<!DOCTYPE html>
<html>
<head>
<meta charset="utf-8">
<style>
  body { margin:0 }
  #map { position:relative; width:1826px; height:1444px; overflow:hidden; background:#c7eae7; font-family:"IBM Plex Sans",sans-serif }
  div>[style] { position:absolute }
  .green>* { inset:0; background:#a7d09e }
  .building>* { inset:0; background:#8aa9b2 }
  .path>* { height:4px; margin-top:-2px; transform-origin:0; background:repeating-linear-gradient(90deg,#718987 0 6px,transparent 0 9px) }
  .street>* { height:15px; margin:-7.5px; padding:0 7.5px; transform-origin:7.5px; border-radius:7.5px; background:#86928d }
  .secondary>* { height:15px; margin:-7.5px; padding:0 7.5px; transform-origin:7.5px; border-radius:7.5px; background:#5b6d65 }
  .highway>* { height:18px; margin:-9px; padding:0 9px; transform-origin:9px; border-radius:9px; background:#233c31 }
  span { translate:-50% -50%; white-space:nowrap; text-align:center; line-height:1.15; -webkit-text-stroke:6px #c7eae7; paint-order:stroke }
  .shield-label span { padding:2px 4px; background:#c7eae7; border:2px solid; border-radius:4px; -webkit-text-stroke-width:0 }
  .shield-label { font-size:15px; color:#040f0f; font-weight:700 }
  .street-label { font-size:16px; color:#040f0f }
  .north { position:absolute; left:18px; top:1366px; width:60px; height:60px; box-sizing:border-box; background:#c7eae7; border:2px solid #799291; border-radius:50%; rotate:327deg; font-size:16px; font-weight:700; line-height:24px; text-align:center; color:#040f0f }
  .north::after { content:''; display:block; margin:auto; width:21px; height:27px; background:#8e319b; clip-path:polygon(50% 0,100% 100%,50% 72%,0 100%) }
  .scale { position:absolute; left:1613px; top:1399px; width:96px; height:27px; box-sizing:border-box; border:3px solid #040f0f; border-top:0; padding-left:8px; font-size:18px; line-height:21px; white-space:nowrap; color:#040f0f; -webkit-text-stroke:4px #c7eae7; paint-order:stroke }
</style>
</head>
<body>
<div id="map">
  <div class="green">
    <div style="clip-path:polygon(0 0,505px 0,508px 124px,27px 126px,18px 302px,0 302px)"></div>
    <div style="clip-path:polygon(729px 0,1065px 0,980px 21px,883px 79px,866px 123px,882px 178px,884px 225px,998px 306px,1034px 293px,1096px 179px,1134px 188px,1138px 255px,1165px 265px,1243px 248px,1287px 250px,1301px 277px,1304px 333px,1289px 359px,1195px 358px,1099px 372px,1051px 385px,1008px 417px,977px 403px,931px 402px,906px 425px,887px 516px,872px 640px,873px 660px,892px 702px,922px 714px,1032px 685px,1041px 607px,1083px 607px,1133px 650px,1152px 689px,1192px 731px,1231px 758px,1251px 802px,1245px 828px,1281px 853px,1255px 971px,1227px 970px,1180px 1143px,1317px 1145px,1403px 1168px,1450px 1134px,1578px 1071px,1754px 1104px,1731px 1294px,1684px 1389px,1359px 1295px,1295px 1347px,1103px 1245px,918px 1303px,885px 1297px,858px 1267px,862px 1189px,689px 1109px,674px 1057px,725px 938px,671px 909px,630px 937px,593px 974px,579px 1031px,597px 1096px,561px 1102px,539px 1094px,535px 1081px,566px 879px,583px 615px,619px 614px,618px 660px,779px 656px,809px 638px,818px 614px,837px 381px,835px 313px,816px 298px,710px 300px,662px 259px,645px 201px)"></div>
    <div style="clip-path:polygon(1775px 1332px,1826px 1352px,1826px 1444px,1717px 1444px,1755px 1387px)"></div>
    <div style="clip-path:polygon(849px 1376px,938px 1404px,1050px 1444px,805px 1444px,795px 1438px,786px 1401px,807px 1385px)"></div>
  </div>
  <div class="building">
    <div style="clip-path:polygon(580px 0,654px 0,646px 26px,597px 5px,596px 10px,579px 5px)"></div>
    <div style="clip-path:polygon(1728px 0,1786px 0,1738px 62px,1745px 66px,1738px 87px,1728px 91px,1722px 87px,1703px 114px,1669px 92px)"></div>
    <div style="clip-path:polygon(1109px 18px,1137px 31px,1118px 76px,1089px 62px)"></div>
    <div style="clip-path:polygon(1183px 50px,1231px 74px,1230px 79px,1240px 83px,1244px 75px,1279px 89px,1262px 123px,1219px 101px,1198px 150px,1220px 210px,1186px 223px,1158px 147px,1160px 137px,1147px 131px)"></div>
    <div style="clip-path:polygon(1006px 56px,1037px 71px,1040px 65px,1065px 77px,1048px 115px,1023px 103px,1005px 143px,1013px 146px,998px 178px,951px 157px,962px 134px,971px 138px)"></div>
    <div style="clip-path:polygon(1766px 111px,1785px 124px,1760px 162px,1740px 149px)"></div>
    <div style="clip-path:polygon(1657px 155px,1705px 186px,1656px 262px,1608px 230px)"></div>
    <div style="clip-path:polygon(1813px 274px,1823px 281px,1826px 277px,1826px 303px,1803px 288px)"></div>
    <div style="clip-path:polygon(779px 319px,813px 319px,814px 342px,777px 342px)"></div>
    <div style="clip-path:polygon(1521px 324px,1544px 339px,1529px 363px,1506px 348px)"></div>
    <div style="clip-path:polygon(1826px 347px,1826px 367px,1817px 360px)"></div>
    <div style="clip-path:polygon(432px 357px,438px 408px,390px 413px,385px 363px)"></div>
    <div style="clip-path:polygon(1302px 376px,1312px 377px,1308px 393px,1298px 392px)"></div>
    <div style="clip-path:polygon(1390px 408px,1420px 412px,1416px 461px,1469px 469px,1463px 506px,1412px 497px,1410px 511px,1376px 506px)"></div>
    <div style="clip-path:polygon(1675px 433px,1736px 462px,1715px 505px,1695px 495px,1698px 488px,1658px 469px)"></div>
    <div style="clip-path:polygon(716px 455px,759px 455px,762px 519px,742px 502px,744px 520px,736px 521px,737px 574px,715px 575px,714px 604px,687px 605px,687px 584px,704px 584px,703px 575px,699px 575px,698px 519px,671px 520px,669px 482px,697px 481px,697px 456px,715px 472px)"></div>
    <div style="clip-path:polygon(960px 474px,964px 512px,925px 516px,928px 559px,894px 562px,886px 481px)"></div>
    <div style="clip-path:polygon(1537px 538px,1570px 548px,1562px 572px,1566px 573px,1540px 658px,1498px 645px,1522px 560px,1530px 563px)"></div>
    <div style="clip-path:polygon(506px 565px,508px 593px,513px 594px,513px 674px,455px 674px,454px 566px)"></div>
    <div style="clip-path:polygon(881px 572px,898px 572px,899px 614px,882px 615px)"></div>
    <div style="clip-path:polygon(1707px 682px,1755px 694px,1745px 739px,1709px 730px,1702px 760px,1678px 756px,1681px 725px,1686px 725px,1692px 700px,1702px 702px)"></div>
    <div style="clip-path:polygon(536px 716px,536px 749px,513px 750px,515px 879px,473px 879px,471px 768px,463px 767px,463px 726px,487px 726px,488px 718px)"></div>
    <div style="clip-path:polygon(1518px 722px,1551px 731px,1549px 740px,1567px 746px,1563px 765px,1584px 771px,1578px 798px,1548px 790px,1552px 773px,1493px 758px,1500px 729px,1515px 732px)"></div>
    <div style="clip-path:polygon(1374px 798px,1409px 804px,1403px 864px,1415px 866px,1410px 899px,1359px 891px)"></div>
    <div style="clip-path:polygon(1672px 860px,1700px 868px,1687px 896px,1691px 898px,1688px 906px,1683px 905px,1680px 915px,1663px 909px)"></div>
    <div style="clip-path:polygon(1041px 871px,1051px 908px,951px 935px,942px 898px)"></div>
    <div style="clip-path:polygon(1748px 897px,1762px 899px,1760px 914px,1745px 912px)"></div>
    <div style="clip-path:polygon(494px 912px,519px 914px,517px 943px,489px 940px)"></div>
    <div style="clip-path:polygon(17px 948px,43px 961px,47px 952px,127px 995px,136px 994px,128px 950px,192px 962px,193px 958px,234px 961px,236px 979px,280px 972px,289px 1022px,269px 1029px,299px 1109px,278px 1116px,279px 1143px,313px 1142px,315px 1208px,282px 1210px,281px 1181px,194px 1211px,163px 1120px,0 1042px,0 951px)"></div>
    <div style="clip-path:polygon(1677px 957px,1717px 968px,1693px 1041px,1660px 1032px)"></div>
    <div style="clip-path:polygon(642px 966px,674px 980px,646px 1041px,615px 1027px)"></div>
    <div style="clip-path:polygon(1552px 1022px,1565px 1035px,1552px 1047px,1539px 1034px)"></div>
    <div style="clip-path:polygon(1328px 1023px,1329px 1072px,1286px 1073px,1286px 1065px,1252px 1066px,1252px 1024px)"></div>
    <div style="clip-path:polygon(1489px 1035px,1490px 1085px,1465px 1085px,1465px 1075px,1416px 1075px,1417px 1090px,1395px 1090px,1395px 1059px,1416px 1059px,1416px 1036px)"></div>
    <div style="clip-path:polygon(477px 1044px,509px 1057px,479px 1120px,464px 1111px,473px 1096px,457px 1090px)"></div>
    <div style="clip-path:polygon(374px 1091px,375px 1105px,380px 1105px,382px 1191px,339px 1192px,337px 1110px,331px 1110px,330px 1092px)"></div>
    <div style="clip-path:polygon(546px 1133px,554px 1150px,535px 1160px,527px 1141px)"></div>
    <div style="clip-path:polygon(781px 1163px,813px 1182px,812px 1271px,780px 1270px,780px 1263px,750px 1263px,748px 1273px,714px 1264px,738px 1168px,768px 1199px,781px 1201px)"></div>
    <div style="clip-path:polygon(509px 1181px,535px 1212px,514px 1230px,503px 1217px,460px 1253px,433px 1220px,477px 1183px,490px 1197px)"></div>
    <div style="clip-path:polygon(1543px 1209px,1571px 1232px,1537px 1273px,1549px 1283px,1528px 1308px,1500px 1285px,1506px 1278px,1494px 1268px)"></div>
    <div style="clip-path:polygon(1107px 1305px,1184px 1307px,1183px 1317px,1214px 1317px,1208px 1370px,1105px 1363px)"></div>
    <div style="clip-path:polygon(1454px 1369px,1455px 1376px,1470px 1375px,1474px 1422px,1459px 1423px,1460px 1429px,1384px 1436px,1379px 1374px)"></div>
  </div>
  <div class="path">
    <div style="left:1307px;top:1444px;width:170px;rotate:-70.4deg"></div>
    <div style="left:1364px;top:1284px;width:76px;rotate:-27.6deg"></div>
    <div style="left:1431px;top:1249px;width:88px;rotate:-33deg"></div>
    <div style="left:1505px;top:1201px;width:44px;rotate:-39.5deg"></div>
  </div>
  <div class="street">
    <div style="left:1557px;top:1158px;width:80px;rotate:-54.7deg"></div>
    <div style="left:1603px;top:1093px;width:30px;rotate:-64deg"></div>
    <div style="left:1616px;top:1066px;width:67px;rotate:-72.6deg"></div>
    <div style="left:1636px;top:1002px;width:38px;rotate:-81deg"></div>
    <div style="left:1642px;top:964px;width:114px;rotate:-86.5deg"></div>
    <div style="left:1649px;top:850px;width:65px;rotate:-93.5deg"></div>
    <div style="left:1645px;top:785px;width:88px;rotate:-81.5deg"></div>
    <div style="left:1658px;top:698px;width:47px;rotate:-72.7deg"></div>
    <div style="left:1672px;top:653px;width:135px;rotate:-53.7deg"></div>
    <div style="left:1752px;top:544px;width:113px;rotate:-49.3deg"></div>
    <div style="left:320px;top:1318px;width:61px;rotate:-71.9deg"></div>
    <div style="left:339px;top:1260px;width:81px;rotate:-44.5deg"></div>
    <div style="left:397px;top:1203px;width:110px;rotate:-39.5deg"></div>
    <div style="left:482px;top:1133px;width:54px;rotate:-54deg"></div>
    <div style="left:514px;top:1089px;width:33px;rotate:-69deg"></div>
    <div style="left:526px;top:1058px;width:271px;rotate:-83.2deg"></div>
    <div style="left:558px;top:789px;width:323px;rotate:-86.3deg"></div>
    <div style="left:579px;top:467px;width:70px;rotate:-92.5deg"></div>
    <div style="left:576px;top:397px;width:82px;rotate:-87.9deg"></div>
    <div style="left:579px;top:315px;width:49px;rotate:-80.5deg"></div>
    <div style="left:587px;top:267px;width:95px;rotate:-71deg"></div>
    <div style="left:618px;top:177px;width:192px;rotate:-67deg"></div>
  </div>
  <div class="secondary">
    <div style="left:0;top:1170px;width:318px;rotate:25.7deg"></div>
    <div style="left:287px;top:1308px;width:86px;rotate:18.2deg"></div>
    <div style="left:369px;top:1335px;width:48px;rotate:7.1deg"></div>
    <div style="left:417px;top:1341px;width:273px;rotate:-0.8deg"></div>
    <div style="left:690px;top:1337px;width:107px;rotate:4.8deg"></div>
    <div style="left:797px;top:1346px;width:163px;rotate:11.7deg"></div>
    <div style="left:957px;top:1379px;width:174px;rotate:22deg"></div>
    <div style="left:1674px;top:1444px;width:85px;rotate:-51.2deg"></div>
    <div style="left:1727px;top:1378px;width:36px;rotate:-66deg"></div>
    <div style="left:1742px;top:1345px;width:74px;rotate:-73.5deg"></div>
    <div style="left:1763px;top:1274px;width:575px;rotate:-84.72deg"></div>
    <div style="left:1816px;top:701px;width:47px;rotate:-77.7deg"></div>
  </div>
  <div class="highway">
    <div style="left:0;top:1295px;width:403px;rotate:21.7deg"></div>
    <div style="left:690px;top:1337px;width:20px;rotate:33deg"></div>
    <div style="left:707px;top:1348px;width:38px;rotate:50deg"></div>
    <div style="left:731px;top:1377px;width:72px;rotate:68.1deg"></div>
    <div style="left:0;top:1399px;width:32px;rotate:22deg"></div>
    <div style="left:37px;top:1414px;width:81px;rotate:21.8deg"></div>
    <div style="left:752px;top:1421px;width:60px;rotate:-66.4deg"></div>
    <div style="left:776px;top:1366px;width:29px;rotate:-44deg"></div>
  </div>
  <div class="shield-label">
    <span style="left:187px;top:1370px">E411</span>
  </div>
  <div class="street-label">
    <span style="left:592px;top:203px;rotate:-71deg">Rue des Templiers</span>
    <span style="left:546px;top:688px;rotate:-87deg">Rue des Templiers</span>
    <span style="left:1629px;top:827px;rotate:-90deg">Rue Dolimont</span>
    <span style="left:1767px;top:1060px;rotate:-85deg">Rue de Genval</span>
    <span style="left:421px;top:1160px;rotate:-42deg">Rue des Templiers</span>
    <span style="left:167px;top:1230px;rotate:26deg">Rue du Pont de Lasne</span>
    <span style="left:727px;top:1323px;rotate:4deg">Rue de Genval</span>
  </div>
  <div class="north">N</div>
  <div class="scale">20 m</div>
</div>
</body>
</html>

^^^^

## EXERCISE AIM
What you return should be the lines from the start of the data through the line with "height:4px; margin-top:-2px; transform-origin:0;", quoted exactly and nothing more.

## ANSWER FOR THE TASK
<!DOCTYPE html>
<html>
<head>
<meta charset="utf-8">
<style>
  body { margin:0 }
  #map { position:relative; width:1826px; height:1444px; overflow:hidden; background:#c7eae7; font-family:"IBM Plex Sans",sans-serif }
  div>[style] { position:absolute }
  .green>* { inset:0; background:#a7d09e }
  .building>* { inset:0; background:#8aa9b2 }
  .path>* { height:4px; margin-top:-2px; transform-origin:0; background:repeating-linear-gradient(90deg,#718987 0 6px,transparent 0 9px) }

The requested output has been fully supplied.